▸ **Task instructions**: Look at every line of the material below and tally those containing "Alte". Reply with the total alone.

▸ **Data for this exercise**:
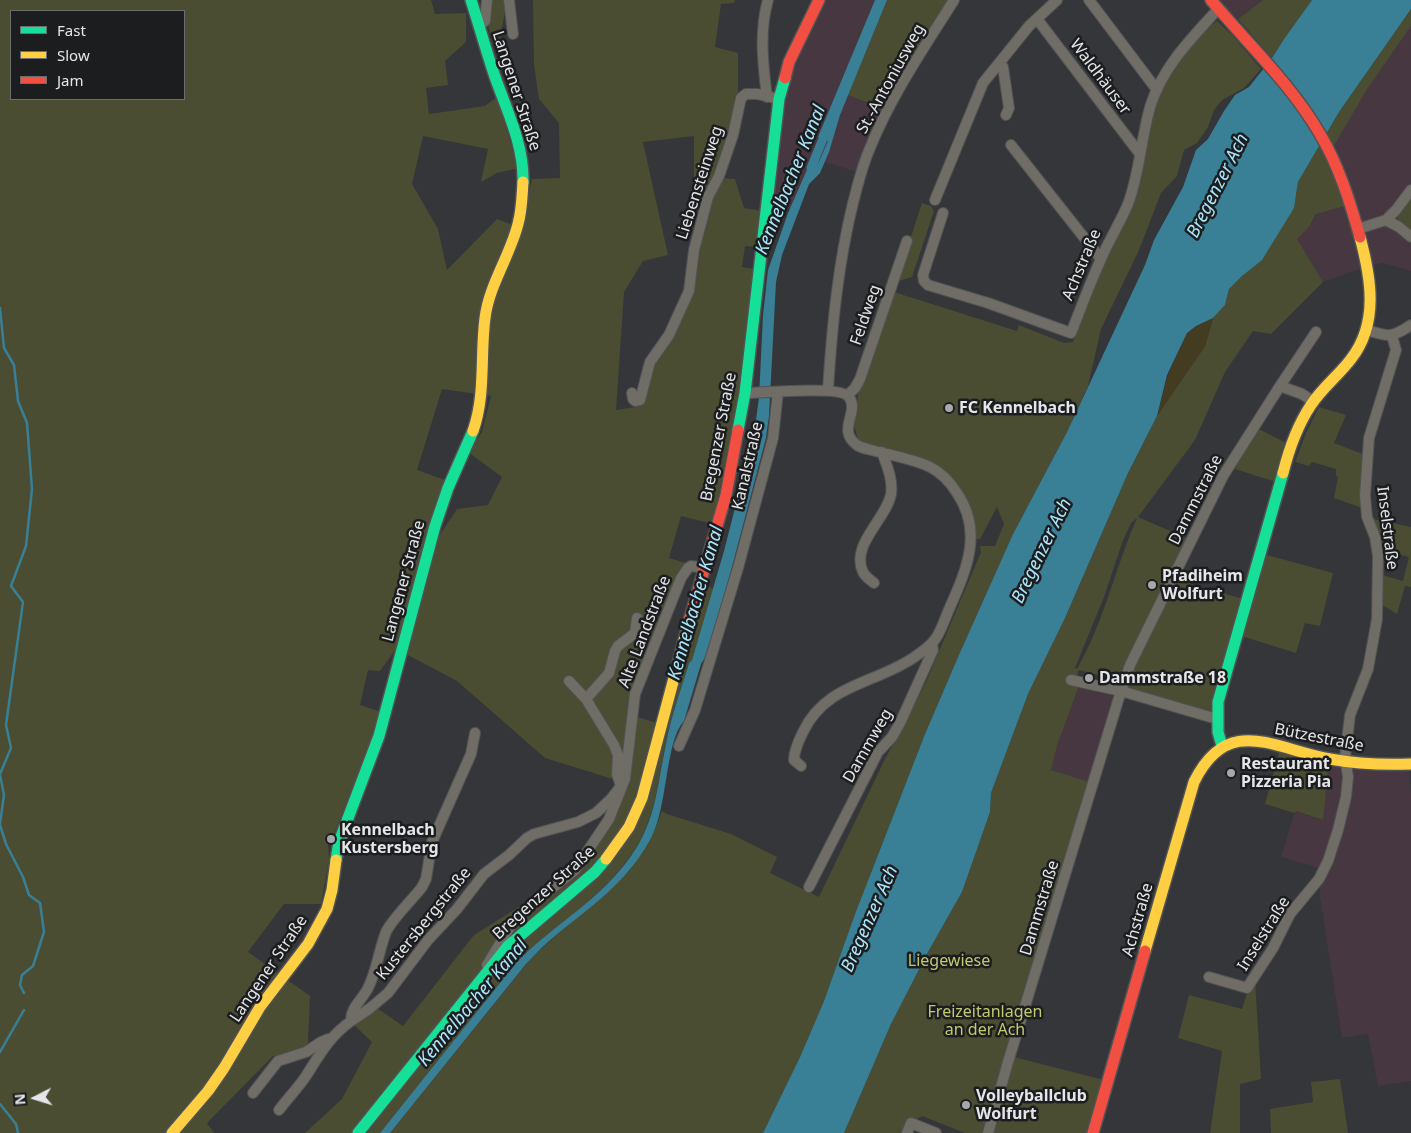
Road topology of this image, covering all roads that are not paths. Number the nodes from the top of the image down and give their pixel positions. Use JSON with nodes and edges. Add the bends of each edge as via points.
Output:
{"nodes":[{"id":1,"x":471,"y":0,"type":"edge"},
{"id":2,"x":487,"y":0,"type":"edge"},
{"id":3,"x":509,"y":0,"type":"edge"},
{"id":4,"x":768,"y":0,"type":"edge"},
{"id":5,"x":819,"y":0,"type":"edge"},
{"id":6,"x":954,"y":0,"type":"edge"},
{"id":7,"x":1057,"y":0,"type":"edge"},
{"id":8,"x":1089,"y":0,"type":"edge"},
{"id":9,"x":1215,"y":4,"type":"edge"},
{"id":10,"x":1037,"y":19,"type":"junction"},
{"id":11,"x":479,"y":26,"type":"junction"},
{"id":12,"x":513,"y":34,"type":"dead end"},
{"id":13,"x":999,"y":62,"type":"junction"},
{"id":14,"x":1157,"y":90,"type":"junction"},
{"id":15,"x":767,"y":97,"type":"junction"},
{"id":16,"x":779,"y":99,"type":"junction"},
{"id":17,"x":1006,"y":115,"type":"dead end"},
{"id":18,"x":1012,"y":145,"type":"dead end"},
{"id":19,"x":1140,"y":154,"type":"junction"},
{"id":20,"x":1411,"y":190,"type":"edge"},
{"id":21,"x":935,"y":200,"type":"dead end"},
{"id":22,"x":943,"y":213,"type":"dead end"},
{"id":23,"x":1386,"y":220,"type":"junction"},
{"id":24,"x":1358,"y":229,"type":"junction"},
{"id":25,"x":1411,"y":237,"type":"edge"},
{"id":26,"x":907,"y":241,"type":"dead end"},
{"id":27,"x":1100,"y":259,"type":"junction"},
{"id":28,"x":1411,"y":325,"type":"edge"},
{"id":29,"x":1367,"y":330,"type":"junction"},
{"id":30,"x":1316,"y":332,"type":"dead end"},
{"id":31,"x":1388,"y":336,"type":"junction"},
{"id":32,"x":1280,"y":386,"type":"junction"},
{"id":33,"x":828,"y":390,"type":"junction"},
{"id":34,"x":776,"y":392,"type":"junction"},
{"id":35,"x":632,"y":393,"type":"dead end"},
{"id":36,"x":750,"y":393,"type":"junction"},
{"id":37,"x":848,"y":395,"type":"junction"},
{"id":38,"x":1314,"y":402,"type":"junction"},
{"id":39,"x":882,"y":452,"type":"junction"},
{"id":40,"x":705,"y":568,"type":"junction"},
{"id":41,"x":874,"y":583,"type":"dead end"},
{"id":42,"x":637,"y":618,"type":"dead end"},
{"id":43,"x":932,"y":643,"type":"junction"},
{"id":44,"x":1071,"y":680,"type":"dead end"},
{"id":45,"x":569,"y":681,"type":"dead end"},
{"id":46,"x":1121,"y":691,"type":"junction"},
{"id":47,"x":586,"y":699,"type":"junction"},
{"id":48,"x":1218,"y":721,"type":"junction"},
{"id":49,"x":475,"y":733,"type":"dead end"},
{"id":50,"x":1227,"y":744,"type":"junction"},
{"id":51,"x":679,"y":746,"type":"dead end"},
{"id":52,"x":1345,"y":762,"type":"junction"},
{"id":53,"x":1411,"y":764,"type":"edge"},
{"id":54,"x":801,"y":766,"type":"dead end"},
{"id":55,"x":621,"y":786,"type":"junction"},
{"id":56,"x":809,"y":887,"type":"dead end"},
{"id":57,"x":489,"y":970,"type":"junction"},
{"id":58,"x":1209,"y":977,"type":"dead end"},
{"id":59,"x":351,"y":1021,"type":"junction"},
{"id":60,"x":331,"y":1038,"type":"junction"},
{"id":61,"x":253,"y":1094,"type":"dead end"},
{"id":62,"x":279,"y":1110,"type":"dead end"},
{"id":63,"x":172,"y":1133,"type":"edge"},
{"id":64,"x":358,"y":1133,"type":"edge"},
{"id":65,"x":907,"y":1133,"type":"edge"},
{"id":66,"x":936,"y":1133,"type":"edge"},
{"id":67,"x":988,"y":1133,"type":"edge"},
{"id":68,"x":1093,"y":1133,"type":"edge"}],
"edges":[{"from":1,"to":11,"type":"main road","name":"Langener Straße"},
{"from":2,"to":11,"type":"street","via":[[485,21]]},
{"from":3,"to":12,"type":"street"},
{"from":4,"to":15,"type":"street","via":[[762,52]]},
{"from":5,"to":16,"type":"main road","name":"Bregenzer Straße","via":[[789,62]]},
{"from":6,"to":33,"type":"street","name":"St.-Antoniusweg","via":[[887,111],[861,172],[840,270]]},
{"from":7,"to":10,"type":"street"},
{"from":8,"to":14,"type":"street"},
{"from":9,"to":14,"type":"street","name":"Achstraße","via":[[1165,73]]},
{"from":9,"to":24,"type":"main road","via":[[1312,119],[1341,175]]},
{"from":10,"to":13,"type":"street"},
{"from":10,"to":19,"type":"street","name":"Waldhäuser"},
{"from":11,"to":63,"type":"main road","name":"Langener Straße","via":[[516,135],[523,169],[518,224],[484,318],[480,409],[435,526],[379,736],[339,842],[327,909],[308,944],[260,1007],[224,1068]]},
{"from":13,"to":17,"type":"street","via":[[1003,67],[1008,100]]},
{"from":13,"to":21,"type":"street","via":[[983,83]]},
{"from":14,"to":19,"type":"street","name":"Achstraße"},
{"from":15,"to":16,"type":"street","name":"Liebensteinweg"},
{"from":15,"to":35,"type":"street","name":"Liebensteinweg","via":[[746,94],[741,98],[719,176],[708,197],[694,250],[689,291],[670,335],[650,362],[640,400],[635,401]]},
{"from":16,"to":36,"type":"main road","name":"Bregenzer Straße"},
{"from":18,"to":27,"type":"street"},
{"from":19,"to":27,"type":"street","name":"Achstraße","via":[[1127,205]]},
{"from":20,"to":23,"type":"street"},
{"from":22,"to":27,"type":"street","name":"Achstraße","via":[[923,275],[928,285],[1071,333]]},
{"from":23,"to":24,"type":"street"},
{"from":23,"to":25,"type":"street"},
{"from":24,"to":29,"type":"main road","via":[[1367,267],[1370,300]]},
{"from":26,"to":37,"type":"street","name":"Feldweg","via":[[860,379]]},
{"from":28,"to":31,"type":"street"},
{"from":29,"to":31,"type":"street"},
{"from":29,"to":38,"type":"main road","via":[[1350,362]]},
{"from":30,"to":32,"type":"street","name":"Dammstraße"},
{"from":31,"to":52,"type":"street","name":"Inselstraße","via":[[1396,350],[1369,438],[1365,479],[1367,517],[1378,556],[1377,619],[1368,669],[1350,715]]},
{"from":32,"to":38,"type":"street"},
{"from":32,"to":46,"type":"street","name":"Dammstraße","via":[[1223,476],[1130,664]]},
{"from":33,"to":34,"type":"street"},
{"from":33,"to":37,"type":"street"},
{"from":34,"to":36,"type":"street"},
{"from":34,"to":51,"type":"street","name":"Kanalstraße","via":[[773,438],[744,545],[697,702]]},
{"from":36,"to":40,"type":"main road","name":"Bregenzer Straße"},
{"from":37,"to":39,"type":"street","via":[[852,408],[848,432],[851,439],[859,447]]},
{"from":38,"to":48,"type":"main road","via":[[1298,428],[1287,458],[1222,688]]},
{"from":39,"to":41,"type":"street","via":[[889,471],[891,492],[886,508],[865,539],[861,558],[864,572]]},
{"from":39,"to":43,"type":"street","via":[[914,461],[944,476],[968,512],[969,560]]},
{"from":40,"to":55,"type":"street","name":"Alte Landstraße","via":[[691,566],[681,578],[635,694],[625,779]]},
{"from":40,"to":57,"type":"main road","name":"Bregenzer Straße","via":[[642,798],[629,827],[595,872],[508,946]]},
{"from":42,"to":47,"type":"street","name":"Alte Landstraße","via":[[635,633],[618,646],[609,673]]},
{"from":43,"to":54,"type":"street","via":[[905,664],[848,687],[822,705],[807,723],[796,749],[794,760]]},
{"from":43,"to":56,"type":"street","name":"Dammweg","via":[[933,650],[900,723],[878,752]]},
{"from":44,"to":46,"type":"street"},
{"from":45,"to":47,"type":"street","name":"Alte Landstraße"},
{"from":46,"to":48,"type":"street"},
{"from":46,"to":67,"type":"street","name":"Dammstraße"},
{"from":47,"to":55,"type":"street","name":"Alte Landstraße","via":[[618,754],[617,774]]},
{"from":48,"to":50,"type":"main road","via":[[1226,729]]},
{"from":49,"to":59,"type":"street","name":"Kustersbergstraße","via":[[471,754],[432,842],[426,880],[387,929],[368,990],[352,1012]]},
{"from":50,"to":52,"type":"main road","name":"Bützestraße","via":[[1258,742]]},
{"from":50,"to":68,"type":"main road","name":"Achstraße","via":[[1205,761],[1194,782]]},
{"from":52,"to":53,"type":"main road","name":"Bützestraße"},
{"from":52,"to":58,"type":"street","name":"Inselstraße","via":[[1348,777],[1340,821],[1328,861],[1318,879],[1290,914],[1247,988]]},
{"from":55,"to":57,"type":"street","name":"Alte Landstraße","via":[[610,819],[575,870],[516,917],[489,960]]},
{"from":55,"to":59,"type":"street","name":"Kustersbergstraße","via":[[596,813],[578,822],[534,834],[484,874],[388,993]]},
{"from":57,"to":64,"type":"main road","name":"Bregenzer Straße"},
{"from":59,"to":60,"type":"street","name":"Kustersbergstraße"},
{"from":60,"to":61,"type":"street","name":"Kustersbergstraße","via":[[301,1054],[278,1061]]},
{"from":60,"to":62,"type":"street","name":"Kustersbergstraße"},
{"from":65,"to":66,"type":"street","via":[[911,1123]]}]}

* * *

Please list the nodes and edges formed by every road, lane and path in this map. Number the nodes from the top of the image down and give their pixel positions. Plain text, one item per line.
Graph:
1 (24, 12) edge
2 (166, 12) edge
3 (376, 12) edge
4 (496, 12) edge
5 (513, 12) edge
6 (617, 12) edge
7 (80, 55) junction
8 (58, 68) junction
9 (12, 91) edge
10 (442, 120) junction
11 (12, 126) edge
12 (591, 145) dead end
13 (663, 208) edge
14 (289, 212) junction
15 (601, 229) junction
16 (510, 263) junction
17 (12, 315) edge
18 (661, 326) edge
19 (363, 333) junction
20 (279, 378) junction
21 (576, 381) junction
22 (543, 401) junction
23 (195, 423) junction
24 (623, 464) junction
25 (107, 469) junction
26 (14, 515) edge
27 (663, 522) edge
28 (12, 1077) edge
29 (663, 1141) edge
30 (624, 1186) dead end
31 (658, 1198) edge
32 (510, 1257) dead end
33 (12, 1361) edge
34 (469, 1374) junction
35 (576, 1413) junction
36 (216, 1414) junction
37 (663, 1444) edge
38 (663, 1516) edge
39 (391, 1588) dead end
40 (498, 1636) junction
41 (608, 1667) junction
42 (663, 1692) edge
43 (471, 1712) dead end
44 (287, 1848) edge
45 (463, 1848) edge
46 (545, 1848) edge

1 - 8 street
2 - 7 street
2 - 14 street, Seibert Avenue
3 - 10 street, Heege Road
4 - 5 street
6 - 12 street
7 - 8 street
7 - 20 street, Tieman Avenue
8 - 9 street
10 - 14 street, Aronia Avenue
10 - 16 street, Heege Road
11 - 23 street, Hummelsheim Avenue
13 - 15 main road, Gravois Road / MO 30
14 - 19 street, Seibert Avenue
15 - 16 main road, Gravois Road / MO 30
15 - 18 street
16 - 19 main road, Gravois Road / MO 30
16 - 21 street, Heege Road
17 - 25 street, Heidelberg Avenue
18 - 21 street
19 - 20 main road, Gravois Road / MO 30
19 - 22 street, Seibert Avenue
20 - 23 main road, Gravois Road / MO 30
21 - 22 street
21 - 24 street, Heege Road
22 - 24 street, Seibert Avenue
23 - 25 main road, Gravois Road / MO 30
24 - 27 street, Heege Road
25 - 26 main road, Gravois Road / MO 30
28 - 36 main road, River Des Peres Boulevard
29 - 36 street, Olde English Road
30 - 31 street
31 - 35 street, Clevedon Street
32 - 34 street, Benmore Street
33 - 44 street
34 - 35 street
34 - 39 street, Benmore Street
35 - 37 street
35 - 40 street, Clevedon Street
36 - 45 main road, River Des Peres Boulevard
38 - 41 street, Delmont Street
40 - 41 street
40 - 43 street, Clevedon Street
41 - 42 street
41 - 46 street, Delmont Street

▸ **Reply**: 5